Description of the task: Lines with the word "image": copy all of them from the entries below.

Material provided:
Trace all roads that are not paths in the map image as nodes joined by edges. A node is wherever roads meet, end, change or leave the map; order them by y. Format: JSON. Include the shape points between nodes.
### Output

==

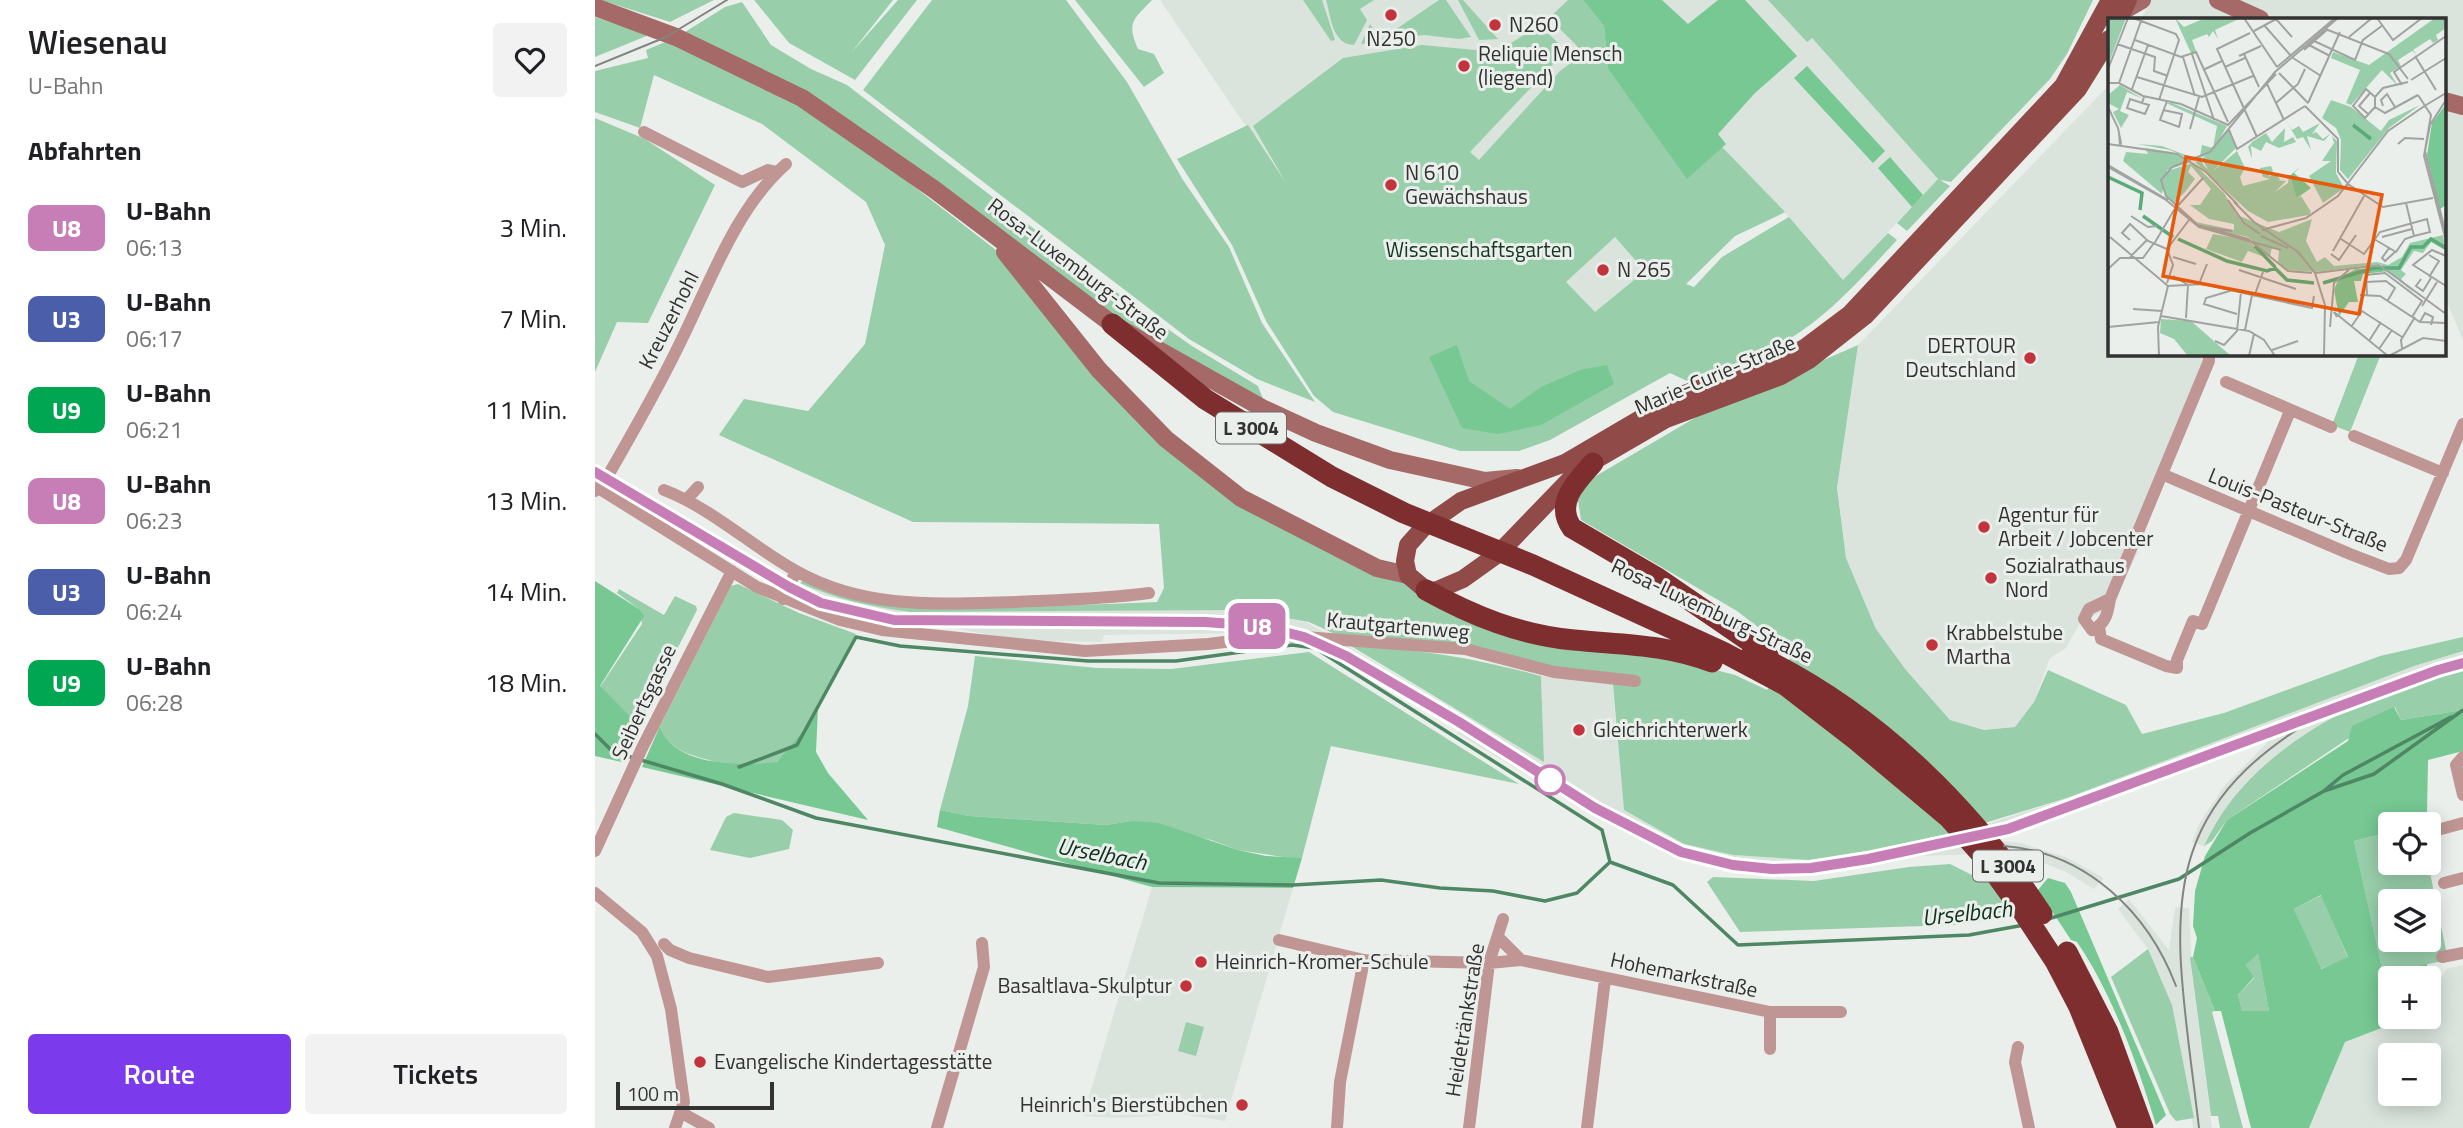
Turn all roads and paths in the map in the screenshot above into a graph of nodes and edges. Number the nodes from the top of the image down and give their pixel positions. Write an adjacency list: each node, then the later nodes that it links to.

Result of the task:
Trace all roads that are not paths in the map image as nodes joined by edges. A node is wherever roads meet, end, change or leave the map; order them by y. Format: JSON. Include the shape points between nodes.
Turn all roads and paths in the map in the screenshot above into a graph of nodes and edges. Number the nodes from the top of the image down and give their pixel positions. Write an adjacency list: each node, then the later nodes that it links to.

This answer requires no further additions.